(THE TASK) Reproduce every line of the listing exactly.

(DATA IN THIS EXERCISE)
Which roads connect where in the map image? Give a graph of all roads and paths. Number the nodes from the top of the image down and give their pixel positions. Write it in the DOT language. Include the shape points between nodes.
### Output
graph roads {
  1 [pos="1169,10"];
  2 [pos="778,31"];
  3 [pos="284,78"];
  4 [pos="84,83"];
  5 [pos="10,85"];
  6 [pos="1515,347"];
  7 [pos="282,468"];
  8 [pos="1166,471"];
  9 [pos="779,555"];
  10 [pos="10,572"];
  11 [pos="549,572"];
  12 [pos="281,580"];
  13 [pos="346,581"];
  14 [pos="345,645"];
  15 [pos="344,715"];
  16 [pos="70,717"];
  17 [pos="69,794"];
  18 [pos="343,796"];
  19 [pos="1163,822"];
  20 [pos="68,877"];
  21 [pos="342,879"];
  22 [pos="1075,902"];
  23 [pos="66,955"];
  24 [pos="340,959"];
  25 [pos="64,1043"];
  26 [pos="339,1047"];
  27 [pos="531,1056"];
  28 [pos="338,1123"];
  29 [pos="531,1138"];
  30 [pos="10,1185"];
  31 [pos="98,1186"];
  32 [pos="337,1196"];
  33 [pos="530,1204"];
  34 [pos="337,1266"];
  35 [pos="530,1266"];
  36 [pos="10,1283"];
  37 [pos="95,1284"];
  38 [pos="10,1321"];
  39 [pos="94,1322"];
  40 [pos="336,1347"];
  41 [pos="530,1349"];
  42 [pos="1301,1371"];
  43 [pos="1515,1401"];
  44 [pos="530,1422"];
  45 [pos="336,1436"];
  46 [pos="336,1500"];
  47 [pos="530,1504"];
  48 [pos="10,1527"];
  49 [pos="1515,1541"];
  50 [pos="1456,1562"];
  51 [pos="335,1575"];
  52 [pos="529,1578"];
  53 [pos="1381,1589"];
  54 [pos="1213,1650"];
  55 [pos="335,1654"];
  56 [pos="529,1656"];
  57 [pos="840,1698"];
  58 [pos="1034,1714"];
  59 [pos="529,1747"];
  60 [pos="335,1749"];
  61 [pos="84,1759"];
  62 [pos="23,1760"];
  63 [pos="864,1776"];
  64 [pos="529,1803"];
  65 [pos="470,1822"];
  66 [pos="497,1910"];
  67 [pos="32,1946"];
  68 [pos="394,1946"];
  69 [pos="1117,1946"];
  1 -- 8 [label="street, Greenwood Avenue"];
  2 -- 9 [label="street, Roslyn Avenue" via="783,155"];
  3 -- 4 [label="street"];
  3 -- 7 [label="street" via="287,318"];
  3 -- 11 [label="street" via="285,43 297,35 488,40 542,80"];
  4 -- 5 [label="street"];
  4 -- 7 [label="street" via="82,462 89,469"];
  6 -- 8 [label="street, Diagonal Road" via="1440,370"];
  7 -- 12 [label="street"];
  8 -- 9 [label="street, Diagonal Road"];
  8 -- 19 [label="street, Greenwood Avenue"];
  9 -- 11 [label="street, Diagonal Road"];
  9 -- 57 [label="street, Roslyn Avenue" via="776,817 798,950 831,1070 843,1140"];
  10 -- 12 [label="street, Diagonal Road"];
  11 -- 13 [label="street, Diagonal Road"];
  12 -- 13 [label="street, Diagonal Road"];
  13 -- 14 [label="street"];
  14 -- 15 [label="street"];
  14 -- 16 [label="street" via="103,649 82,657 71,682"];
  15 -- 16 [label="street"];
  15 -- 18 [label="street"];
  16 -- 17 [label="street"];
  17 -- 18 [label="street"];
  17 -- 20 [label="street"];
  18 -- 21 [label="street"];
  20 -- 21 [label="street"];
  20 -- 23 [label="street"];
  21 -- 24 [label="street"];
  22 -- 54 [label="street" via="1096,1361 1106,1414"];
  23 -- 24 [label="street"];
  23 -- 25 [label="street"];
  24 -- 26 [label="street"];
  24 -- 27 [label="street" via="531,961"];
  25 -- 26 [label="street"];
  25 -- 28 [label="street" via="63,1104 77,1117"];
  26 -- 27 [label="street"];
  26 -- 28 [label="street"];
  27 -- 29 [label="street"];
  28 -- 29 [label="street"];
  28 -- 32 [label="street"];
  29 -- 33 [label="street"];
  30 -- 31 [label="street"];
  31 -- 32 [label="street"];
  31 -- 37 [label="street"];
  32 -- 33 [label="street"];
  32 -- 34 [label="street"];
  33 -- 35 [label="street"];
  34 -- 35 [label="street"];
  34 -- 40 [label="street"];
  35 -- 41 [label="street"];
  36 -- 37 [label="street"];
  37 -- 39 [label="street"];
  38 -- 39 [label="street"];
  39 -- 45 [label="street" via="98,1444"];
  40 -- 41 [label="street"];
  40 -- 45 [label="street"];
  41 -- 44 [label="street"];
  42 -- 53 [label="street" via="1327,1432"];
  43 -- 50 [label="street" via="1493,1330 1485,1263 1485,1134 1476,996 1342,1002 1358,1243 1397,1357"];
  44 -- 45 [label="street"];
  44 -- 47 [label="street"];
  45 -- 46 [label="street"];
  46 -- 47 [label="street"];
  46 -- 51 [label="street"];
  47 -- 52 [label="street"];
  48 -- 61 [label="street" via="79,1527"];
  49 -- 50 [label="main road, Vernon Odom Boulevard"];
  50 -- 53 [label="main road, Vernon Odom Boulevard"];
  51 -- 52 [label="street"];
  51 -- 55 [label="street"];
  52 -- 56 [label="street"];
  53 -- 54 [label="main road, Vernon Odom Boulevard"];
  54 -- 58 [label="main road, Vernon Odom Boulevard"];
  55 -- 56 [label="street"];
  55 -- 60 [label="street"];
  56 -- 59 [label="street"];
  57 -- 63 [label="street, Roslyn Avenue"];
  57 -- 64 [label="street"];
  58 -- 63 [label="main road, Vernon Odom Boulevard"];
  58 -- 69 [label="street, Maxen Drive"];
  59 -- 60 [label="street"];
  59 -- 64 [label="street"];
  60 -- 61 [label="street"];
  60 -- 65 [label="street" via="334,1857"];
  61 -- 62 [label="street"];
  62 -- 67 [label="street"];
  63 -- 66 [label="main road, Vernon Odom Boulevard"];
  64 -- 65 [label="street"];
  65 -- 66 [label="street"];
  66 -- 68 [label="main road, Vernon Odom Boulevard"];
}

(RESPONSE AREA)
Which roads connect where in the map image? Give a graph of all roads and paths. Number the nodes from the top of the image down and give their pixel positions. Write it in the DOT language. Include the shape points between nodes.
### Output
graph roads {
  1 [pos="1169,10"];
  2 [pos="778,31"];
  3 [pos="284,78"];
  4 [pos="84,83"];
  5 [pos="10,85"];
  6 [pos="1515,347"];
  7 [pos="282,468"];
  8 [pos="1166,471"];
  9 [pos="779,555"];
  10 [pos="10,572"];
  11 [pos="549,572"];
  12 [pos="281,580"];
  13 [pos="346,581"];
  14 [pos="345,645"];
  15 [pos="344,715"];
  16 [pos="70,717"];
  17 [pos="69,794"];
  18 [pos="343,796"];
  19 [pos="1163,822"];
  20 [pos="68,877"];
  21 [pos="342,879"];
  22 [pos="1075,902"];
  23 [pos="66,955"];
  24 [pos="340,959"];
  25 [pos="64,1043"];
  26 [pos="339,1047"];
  27 [pos="531,1056"];
  28 [pos="338,1123"];
  29 [pos="531,1138"];
  30 [pos="10,1185"];
  31 [pos="98,1186"];
  32 [pos="337,1196"];
  33 [pos="530,1204"];
  34 [pos="337,1266"];
  35 [pos="530,1266"];
  36 [pos="10,1283"];
  37 [pos="95,1284"];
  38 [pos="10,1321"];
  39 [pos="94,1322"];
  40 [pos="336,1347"];
  41 [pos="530,1349"];
  42 [pos="1301,1371"];
  43 [pos="1515,1401"];
  44 [pos="530,1422"];
  45 [pos="336,1436"];
  46 [pos="336,1500"];
  47 [pos="530,1504"];
  48 [pos="10,1527"];
  49 [pos="1515,1541"];
  50 [pos="1456,1562"];
  51 [pos="335,1575"];
  52 [pos="529,1578"];
  53 [pos="1381,1589"];
  54 [pos="1213,1650"];
  55 [pos="335,1654"];
  56 [pos="529,1656"];
  57 [pos="840,1698"];
  58 [pos="1034,1714"];
  59 [pos="529,1747"];
  60 [pos="335,1749"];
  61 [pos="84,1759"];
  62 [pos="23,1760"];
  63 [pos="864,1776"];
  64 [pos="529,1803"];
  65 [pos="470,1822"];
  66 [pos="497,1910"];
  67 [pos="32,1946"];
  68 [pos="394,1946"];
  69 [pos="1117,1946"];
  1 -- 8 [label="street, Greenwood Avenue"];
  2 -- 9 [label="street, Roslyn Avenue" via="783,155"];
  3 -- 4 [label="street"];
  3 -- 7 [label="street" via="287,318"];
  3 -- 11 [label="street" via="285,43 297,35 488,40 542,80"];
  4 -- 5 [label="street"];
  4 -- 7 [label="street" via="82,462 89,469"];
  6 -- 8 [label="street, Diagonal Road" via="1440,370"];
  7 -- 12 [label="street"];
  8 -- 9 [label="street, Diagonal Road"];
  8 -- 19 [label="street, Greenwood Avenue"];
  9 -- 11 [label="street, Diagonal Road"];
  9 -- 57 [label="street, Roslyn Avenue" via="776,817 798,950 831,1070 843,1140"];
  10 -- 12 [label="street, Diagonal Road"];
  11 -- 13 [label="street, Diagonal Road"];
  12 -- 13 [label="street, Diagonal Road"];
  13 -- 14 [label="street"];
  14 -- 15 [label="street"];
  14 -- 16 [label="street" via="103,649 82,657 71,682"];
  15 -- 16 [label="street"];
  15 -- 18 [label="street"];
  16 -- 17 [label="street"];
  17 -- 18 [label="street"];
  17 -- 20 [label="street"];
  18 -- 21 [label="street"];
  20 -- 21 [label="street"];
  20 -- 23 [label="street"];
  21 -- 24 [label="street"];
  22 -- 54 [label="street" via="1096,1361 1106,1414"];
  23 -- 24 [label="street"];
  23 -- 25 [label="street"];
  24 -- 26 [label="street"];
  24 -- 27 [label="street" via="531,961"];
  25 -- 26 [label="street"];
  25 -- 28 [label="street" via="63,1104 77,1117"];
  26 -- 27 [label="street"];
  26 -- 28 [label="street"];
  27 -- 29 [label="street"];
  28 -- 29 [label="street"];
  28 -- 32 [label="street"];
  29 -- 33 [label="street"];
  30 -- 31 [label="street"];
  31 -- 32 [label="street"];
  31 -- 37 [label="street"];
  32 -- 33 [label="street"];
  32 -- 34 [label="street"];
  33 -- 35 [label="street"];
  34 -- 35 [label="street"];
  34 -- 40 [label="street"];
  35 -- 41 [label="street"];
  36 -- 37 [label="street"];
  37 -- 39 [label="street"];
  38 -- 39 [label="street"];
  39 -- 45 [label="street" via="98,1444"];
  40 -- 41 [label="street"];
  40 -- 45 [label="street"];
  41 -- 44 [label="street"];
  42 -- 53 [label="street" via="1327,1432"];
  43 -- 50 [label="street" via="1493,1330 1485,1263 1485,1134 1476,996 1342,1002 1358,1243 1397,1357"];
  44 -- 45 [label="street"];
  44 -- 47 [label="street"];
  45 -- 46 [label="street"];
  46 -- 47 [label="street"];
  46 -- 51 [label="street"];
  47 -- 52 [label="street"];
  48 -- 61 [label="street" via="79,1527"];
  49 -- 50 [label="main road, Vernon Odom Boulevard"];
  50 -- 53 [label="main road, Vernon Odom Boulevard"];
  51 -- 52 [label="street"];
  51 -- 55 [label="street"];
  52 -- 56 [label="street"];
  53 -- 54 [label="main road, Vernon Odom Boulevard"];
  54 -- 58 [label="main road, Vernon Odom Boulevard"];
  55 -- 56 [label="street"];
  55 -- 60 [label="street"];
  56 -- 59 [label="street"];
  57 -- 63 [label="street, Roslyn Avenue"];
  57 -- 64 [label="street"];
  58 -- 63 [label="main road, Vernon Odom Boulevard"];
  58 -- 69 [label="street, Maxen Drive"];
  59 -- 60 [label="street"];
  59 -- 64 [label="street"];
  60 -- 61 [label="street"];
  60 -- 65 [label="street" via="334,1857"];
  61 -- 62 [label="street"];
  62 -- 67 [label="street"];
  63 -- 66 [label="main road, Vernon Odom Boulevard"];
  64 -- 65 [label="street"];
  65 -- 66 [label="street"];
  66 -- 68 [label="main road, Vernon Odom Boulevard"];
}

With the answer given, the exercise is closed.